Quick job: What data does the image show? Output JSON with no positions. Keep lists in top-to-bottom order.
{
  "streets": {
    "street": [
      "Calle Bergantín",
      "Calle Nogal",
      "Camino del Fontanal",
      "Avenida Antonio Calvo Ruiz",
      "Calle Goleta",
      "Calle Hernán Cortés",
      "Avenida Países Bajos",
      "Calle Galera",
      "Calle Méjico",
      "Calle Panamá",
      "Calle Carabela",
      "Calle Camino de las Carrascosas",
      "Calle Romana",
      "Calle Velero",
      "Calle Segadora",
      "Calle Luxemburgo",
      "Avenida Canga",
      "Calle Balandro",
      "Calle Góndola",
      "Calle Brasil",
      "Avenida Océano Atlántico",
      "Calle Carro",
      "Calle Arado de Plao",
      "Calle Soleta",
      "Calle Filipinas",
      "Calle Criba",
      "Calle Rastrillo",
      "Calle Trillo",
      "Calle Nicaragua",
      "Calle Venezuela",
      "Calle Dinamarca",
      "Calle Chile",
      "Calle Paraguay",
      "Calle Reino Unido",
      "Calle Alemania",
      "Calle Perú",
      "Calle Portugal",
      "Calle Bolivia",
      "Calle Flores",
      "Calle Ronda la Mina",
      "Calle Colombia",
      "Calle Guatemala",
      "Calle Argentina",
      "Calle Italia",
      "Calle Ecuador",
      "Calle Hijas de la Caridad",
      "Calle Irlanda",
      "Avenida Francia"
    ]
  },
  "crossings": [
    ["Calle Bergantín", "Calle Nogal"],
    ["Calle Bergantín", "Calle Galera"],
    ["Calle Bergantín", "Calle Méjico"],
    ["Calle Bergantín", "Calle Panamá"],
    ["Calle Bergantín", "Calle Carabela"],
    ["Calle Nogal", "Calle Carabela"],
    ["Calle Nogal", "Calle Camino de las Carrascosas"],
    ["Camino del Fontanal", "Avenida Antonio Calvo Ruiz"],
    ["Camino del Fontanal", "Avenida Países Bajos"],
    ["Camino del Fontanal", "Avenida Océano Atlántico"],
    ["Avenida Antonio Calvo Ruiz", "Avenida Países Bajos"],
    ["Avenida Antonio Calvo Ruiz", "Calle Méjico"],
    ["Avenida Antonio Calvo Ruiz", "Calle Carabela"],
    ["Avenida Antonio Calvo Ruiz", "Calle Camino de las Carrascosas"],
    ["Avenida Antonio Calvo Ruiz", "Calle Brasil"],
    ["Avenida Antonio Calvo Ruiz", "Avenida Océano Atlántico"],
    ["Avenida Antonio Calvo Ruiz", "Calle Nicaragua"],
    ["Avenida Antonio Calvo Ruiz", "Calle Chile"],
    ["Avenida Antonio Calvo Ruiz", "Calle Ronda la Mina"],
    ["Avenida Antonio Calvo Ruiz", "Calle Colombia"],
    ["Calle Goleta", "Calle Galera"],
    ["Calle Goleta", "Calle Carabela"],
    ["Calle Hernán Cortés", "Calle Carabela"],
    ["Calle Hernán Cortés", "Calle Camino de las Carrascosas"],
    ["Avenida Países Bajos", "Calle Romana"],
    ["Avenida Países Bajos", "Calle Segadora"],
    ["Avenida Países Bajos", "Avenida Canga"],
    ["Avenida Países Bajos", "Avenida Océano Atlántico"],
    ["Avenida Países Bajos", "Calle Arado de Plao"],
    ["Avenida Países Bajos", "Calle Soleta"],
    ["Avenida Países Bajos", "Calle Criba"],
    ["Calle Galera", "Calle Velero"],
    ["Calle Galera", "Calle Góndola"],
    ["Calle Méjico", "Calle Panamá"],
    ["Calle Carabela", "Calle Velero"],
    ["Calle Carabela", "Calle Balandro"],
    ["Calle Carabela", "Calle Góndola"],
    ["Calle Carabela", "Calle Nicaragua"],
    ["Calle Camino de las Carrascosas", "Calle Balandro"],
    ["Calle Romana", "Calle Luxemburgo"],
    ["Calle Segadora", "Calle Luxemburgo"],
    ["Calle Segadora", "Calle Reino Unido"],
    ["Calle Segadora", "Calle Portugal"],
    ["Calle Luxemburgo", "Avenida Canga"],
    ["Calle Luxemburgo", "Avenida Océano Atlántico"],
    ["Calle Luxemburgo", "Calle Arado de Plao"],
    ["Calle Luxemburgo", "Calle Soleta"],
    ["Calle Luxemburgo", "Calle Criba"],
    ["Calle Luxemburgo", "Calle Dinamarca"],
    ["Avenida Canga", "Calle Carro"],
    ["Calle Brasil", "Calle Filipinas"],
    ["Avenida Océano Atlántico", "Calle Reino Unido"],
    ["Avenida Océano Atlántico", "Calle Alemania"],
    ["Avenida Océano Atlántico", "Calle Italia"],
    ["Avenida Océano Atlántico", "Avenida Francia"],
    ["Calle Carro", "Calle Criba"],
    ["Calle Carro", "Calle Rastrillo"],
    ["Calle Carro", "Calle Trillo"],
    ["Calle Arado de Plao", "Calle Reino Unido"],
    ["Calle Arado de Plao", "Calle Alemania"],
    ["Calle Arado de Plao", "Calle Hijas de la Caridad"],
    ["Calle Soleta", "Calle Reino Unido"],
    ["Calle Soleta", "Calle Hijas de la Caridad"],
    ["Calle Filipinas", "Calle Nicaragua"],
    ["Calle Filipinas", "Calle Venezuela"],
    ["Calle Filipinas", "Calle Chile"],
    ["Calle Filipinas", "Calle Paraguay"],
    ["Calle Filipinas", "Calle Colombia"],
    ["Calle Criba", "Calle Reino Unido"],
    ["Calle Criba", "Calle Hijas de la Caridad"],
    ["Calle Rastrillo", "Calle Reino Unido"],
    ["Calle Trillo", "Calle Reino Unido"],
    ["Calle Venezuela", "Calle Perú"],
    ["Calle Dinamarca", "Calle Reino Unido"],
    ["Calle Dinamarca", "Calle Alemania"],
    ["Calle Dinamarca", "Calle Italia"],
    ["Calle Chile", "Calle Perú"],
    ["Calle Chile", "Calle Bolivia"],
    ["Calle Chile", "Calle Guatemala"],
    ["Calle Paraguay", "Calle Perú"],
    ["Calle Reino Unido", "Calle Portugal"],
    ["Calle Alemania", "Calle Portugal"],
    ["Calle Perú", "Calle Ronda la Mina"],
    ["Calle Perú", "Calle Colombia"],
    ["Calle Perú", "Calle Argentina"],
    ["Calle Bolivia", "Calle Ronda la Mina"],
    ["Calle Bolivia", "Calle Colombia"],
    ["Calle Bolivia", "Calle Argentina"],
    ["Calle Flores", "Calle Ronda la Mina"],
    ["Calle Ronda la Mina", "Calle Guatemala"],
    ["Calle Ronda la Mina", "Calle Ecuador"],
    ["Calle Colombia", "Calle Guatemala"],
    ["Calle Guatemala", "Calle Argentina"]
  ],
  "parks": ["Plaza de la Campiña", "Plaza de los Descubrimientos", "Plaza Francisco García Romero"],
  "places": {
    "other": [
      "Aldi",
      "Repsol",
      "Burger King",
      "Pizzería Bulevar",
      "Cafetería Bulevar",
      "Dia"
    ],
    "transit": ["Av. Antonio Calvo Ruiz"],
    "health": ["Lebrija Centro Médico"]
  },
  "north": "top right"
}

**The problem**
Out of the material above, select every line that holds the string "Atlántico".

**Response to the task**
      "Avenida Océano Atlántico",
    ["Camino del Fontanal", "Avenida Océano Atlántico"],
    ["Avenida Antonio Calvo Ruiz", "Avenida Océano Atlántico"],
    ["Avenida Países Bajos", "Avenida Océano Atlántico"],
    ["Calle Luxemburgo", "Avenida Océano Atlántico"],
    ["Avenida Océano Atlántico", "Calle Reino Unido"],
    ["Avenida Océano Atlántico", "Calle Alemania"],
    ["Avenida Océano Atlántico", "Calle Italia"],
    ["Avenida Océano Atlántico", "Avenida Francia"],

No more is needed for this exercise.